Ed ora, cosa accadrà internamente a "cosa-nostra" con la morte di uno dei due vecchi padrini???

Si dice: "Morto un papa, se ne fa un altro". Ed è proprio così. Quella organizzazione criminale ha continuato a operare in tutti questi anni, sapendo che i suoi ultimi due "padrini" (Riina e Provenzano) erano ormai reclusi per sempre, con l'ergastolo.

Oggi, con la morte di uno di loro, diventa ancora più fondamentale per il sistema andare avanti. Ciò che conta è che l'organizzazione possa continuare a esistere, sempre e in ogni circostanza, anche senza i suoi affiliati più importanti. Perché, in fondo, "siete tutti importanti, ma nessuno è indispensabile".

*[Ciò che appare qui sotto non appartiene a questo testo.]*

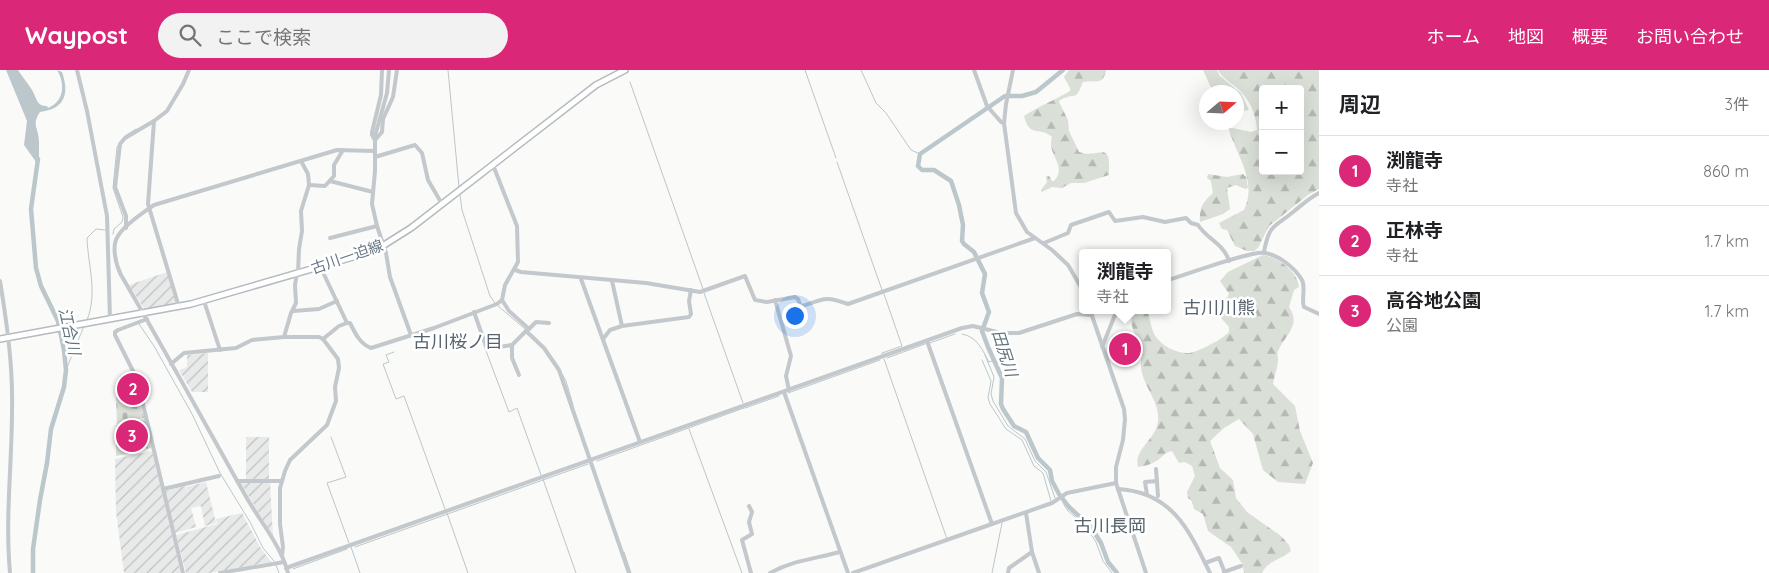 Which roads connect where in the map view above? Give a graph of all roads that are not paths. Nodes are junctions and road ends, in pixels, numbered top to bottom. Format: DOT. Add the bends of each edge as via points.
graph roads {
  1 [pos="77,70"];
  2 [pos="189,70"];
  3 [pos="382,70"];
  4 [pos="389,70"];
  5 [pos="398,70"];
  6 [pos="625,70"];
  7 [pos="974,70"];
  8 [pos="1013,70"];
  9 [pos="154,121"];
  10 [pos="1004,124"];
  11 [pos="376,140"];
  12 [pos="343,150"];
  13 [pos="375,151"];
  14 [pos="375,157"];
  15 [pos="301,161"];
  16 [pos="493,165"];
  17 [pos="330,181"];
  18 [pos="310,185"];
  19 [pos="373,192"];
  20 [pos="1319,193"];
  21 [pos="442,204"];
  22 [pos="149,209"];
  23 [pos="377,226"];
  24 [pos="126,228"];
  25 [pos="330,238"];
  26 [pos="1035,238"];
  27 [pos="1044,243"];
  28 [pos="384,245"];
  29 [pos="1264,252"];
  30 [pos="1229,261"];
  31 [pos="320,266"];
  32 [pos="514,270"];
  33 [pos="298,273"];
  34 [pos="582,279"];
  35 [pos="1171,279"];
  36 [pos="0,281"];
  37 [pos="612,281"];
  38 [pos="1079,284"];
  39 [pos="691,290"];
  40 [pos="502,300"];
  41 [pos="775,300"];
  42 [pos="204,301"];
  43 [pos="337,301"];
  44 [pos="179,307"];
  45 [pos="293,311"];
  46 [pos="474,312"];
  47 [pos="1079,314"];
  48 [pos="1092,314"];
  49 [pos="1115,314"];
  50 [pos="1319,314"];
  51 [pos="140,317"];
  52 [pos="109,319"];
  53 [pos="347,322"];
  54 [pos="549,323"];
  55 [pos="622,326"];
  56 [pos="527,330"];
  57 [pos="411,335"];
  58 [pos="284,337"];
  59 [pos="9,338"];
  60 [pos="0,339"];
  61 [pos="323,339"];
  62 [pos="603,339"];
  63 [pos="927,341"];
  64 [pos="512,345"];
  65 [pos="1102,347"];
  66 [pos="220,350"];
  67 [pos="171,364"];
  68 [pos="519,375"];
  69 [pos="789,390"];
  70 [pos="784,392"];
  71 [pos="640,442"];
  72 [pos="590,460"];
  73 [pos="1156,469"];
  74 [pos="219,476"];
  75 [pos="237,481"];
  76 [pos="282,481"];
  77 [pos="1157,481"];
  78 [pos="1116,482"];
  79 [pos="163,489"];
  80 [pos="1118,489"];
  81 [pos="1147,496"];
  82 [pos="1158,496"];
  83 [pos="749,506"];
  84 [pos="1026,513"];
  85 [pos="992,524"];
  86 [pos="840,552"];
  87 [pos="1032,552"];
  88 [pos="281,555"];
  89 [pos="281,562"];
  90 [pos="1205,563"];
  91 [pos="1240,566"];
  92 [pos="286,568"];
  93 [pos="1233,571"];
  94 [pos="10,573"];
  95 [pos="183,573"];
  96 [pos="220,573"];
  97 [pos="288,573"];
  98 [pos="629,573"];
  99 [pos="751,573"];
  100 [pos="770,573"];
  101 [pos="848,573"];
  102 [pos="853,573"];
  103 [pos="1008,573"];
  104 [pos="1039,573"];
  105 [pos="1146,573"];
  106 [pos="1210,573"];
  107 [pos="1224,573"];
  1 -- 52 [label="street" via="106,216"];
  2 -- 9 [label="street" via="172,105"];
  3 -- 11 [label="street" via="381,96 372,132"];
  4 -- 11 [label="street"];
  5 -- 11 [label="street" via="393,98 383,119 382,132"];
  6 -- 16 [label="main road, 古川一迫線" via="596,85"];
  7 -- 10 [label="street" via="988,107"];
  8 -- 10 [label="street"];
  9 -- 22 [label="street"];
  9 -- 24 [label="street" via="125,138 119,148 115,187 126,216"];
  10 -- 26 [label="street" via="1016,214 1022,226"];
  11 -- 13 [label="street"];
  12 -- 13 [label="street"];
  12 -- 15 [label="street"];
  12 -- 17 [label="street" via="334,163 335,173"];
  13 -- 14 [label="street"];
  14 -- 19 [label="street"];
  14 -- 21 [label="street" via="415,145 422,153 428,180"];
  15 -- 18 [label="street"];
  15 -- 22 [label="street"];
  16 -- 21 [label="main road, 古川一迫線"];
  16 -- 32 [label="street" via="517,226 518,262"];
  17 -- 18 [label="street" via="325,186"];
  17 -- 19 [label="street"];
  18 -- 33 [label="street" via="301,212"];
  19 -- 23 [label="street"];
  20 -- 29 [label="street" via="1272,228"];
  21 -- 28 [label="main road, 古川一迫線"];
  22 -- 24 [label="street"];
  22 -- 44 [label="street"];
  23 -- 25 [label="street"];
  23 -- 28 [label="street"];
  24 -- 51 [label="street" via="117,238 116,259"];
  26 -- 27 [label="street"];
  26 -- 41 [label="street" via="851,303 826,298 803,306 795,297"];
  27 -- 30 [label="street" via="1068,233 1071,225 1109,212 1115,222 1143,217 1165,222 1186,218 1226,252"];
  27 -- 38 [label="street" via="1068,265"];
  28 -- 31 [label="main road, 古川一迫線"];
  28 -- 57 [label="street" via="390,276"];
  29 -- 30 [label="street"];
  29 -- 50 [label="street" via="1293,270 1302,282 1304,307"];
  30 -- 35 [label="street"];
  31 -- 33 [label="main road, 古川一迫線"];
  31 -- 43 [label="street"];
  32 -- 34 [label="street"];
  32 -- 40 [label="street" via="505,285"];
  33 -- 42 [label="main road, 古川一迫線"];
  33 -- 45 [label="street"];
  34 -- 37 [label="street"];
  34 -- 62 [label="street"];
  36 -- 59 [label="street"];
  37 -- 39 [label="street"];
  37 -- 55 [label="street"];
  39 -- 41 [label="street" via="703,291 745,276 755,300"];
  39 -- 55 [label="street" via="689,316"];
  40 -- 46 [label="street"];
  40 -- 56 [label="street"];
  41 -- 69 [label="street" via="791,356 786,376"];
  42 -- 44 [label="main road, 古川一迫線"];
  42 -- 66 [label="street"];
  43 -- 45 [label="street" via="319,308"];
  43 -- 53 [label="street"];
  44 -- 51 [label="main road, 古川一迫線"];
  45 -- 58 [label="street"];
  46 -- 57 [label="street"];
  46 -- 64 [label="street" via="487,349"];
  47 -- 63 [label="street" via="1018,333 967,326"];
  48 -- 65 [label="street"];
  49 -- 65 [label="street"];
  51 -- 52 [label="main road, 古川一迫線"];
  51 -- 67 [label="street"];
  51 -- 79 [label="street" via="136,324 118,330 115,335 137,378"];
  52 -- 59 [label="main road, 古川一迫線"];
  53 -- 57 [label="street" via="358,339 371,348"];
  53 -- 61 [label="street"];
  54 -- 56 [label="street" via="536,322"];
  55 -- 62 [label="street" via="610,330"];
  56 -- 64 [label="street"];
  56 -- 72 [label="street" via="558,370"];
  58 -- 61 [label="street" via="318,336"];
  58 -- 66 [label="street" via="249,341"];
  59 -- 60 [label="main road"];
  59 -- 94 [label="street" via="12,375 8,514"];
  61 -- 76 [label="street" via="339,364 335,404 323,430 290,460"];
  62 -- 71 [label="street"];
  63 -- 69 [label="street"];
  63 -- 85 [label="street"];
  64 -- 68 [label="street" via="512,358"];
  65 -- 78 [label="street" via="1124,409"];
  66 -- 67 [label="street" via="184,353"];
  67 -- 75 [label="street"];
  69 -- 70 [label="street"];
  70 -- 71 [label="street"];
  70 -- 86 [label="street"];
  71 -- 72 [label="street"];
  72 -- 92 [label="street"];
  72 -- 98 [label="street"];
  73 -- 77 [label="street"];
  74 -- 79 [label="street"];
  75 -- 76 [label="street"];
  75 -- 88 [label="street"];
  76 -- 88 [label="street" via="279,498"];
  77 -- 81 [label="street" via="1145,482"];
  77 -- 82 [label="street"];
  78 -- 80 [label="street"];
  78 -- 84 [label="street" via="1079,489"];
  79 -- 95 [label="street"];
  80 -- 81 [label="street"];
  80 -- 105 [label="street"];
  81 -- 90 [label="street" via="1178,517"];
  83 -- 99 [label="street" via="752,512 748,522 752,534 742,540"];
  84 -- 85 [label="street"];
  84 -- 87 [label="street"];
  85 -- 102 [label="street"];
  86 -- 100 [label="street" via="801,560"];
  86 -- 101 [label="street"];
  87 -- 103 [label="street" via="1009,568"];
  87 -- 104 [label="street"];
  88 -- 89 [label="street"];
  89 -- 92 [label="street"];
  89 -- 96 [label="street"];
  90 -- 106 [label="street"];
  90 -- 107 [label="street" via="1219,558"];
  91 -- 93 [label="street"];
  92 -- 97 [label="street"];
  93 -- 107 [label="street"];
}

In duecento anni di storia, quest'associazione ha dimostrato di sapersi non solo trasformare, ma anche evolvere, resistendo a ogni cambiamento e continuando la sua opera di "infestazione" sull'intera regione, violando la libertà e la moralità dei suoi stessi conterranei.

Due secoli segnati da colpevoli collusioni, in cui politica, imprenditoria e uomini dello Stato si sono legati a questa criminalità in un intricato ginepraio di interessi oscuri. È questo il meccanismo illegale in cui vicende finanziarie si intrecciano a condotte sanguinarie che hanno macchiato di rosso le strade delle nostre città.

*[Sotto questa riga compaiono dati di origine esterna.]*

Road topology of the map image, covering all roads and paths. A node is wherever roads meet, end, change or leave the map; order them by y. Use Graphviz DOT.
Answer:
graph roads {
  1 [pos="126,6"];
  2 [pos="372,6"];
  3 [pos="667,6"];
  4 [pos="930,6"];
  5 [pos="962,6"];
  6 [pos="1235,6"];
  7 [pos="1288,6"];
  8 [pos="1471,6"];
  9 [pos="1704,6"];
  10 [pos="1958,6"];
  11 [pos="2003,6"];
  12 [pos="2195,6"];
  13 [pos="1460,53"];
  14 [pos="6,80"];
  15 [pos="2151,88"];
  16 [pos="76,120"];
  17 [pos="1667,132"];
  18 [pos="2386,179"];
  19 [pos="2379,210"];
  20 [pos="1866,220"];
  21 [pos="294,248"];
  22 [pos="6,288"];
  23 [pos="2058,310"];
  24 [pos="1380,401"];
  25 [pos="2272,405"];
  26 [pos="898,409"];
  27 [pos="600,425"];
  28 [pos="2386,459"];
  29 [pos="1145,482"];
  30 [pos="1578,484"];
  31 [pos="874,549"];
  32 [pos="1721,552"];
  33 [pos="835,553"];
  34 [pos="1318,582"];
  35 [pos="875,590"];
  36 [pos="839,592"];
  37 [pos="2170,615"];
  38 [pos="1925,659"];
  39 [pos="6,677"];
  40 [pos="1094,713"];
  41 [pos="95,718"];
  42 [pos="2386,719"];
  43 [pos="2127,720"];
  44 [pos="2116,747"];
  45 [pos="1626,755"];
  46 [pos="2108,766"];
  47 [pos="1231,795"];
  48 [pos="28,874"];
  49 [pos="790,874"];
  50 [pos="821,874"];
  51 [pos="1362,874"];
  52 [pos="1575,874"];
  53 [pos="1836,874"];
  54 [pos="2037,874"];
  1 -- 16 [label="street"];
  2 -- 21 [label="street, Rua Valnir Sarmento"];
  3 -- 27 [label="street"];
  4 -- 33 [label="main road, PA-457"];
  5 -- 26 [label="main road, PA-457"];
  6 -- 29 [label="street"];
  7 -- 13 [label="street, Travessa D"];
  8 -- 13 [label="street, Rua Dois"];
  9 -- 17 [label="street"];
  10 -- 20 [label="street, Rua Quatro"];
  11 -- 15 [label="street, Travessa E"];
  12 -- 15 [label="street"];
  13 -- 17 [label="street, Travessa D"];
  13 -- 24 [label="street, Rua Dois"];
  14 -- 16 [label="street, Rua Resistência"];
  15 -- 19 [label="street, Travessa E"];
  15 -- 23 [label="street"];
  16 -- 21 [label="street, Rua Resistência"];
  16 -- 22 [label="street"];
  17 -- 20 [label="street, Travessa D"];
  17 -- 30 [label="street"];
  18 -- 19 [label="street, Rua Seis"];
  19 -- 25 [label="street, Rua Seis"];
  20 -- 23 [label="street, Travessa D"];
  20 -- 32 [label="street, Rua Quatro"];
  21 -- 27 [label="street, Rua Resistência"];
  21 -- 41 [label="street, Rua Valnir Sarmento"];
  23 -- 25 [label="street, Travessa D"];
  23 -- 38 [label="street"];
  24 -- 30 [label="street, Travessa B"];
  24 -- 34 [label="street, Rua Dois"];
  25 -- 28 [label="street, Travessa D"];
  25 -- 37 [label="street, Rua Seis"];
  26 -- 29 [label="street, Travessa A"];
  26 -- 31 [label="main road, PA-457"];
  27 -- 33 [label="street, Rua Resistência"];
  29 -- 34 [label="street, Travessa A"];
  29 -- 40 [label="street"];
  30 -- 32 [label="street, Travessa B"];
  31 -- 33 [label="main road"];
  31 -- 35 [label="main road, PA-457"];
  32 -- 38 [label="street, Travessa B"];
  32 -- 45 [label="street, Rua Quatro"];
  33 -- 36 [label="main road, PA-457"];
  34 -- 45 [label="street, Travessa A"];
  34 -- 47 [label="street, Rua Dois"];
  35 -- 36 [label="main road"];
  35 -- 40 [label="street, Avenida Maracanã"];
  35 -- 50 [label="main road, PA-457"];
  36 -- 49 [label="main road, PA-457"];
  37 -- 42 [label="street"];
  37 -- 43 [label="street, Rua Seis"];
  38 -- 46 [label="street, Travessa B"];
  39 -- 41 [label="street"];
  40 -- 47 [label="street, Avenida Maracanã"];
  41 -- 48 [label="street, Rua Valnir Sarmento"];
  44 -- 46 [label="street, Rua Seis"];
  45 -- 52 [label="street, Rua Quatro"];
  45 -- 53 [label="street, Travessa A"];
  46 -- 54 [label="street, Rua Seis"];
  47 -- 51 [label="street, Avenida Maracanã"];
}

Oggi, si vorrebbe ridurre la mafia a una semplice biografia, come se i suoi protagonisti fossero personaggi di una fiction. Nomi che rappresentano un sistema che, secondo alcuni, portava persino benessere. Vengono visti come dei "direttori d'orchestra", non per quello che sono sempre stati: assassini e delinquenti.

La nostra storia, specialmente quella siciliana, è da sempre caratterizzata da una persistente collusione con quella criminalità, intrecciata a doppio filo con una parte della classe dirigente. Sempre più spesso, interessi di Stato e convenienze istituzionali hanno trovato in quei professionisti del crimine un supporto per coprire o celare le proprie, dirette, partecipazioni.

Non bisogna dimenticarlo: la mafia esiste perché lo Stato, in qualche modo, ne permette l'esistenza. Senza quegli appoggi, quelle connivenze e l'interesse opaco di un blocco politico e sociale, quanto è stato compiuto non sarebbe stato possibile. Se le istituzioni, in tutti questi secoli, avessero voluto la distruzione totale di quell'apparato mafioso con la stessa determinazione usata contro il terrorismo (Brigate rosse, Avanguardia nazionale, ecc.), oggi non avremmo motivo di parlarne.

Tutti, del resto, dicono la stessa cosa: le mafie sono nate, cresciute e hanno prosperato invadendo l'Italia intera grazie allo scellerato abbraccio, lungo due secoli, con appartenenti allo Stato in ogni sua declinazione.

Ora, la morte di Provenzano porterà con sé tanti segreti. Altri spariranno per sempre con la presumibile prossima dipartita del suo compare corleonese. Quanto accadrà dopo è tutto da vedere. Credo che a breve, in molti tra le loro fila cercheranno di emergere, dopo anni relegati in posizioni secondarie, all'ombra dei vecchi capi.

Scriveva il grande De Crescenzo in "Così parlò Bellavista": "Il potere non sazia, anzi è come una droga e richiede sempre dosi maggiori". E qui vale la stessa identica cosa.

Se la storia insegna, tra qualche anno assisteremo a una nuova recrudescenza. Lotte tra famiglie per un maggior controllo del territorio, ormai sentito come troppo limitato. D'altronde, da quelle parti si dice: "Senza piccioli e rispetto... si' 'nu niente mischiato cu nenti"!

Non ci saranno accordi di pace. Vincerà il più forte. E lo Stato, in quel frangente, starà a guardare da lontano, limitandosi a contare i morti. Tanto, da Roma, diranno: non è cosa "nostra", ma "cosa loro".

Sono certo che tra qualche anno ne riparleremo.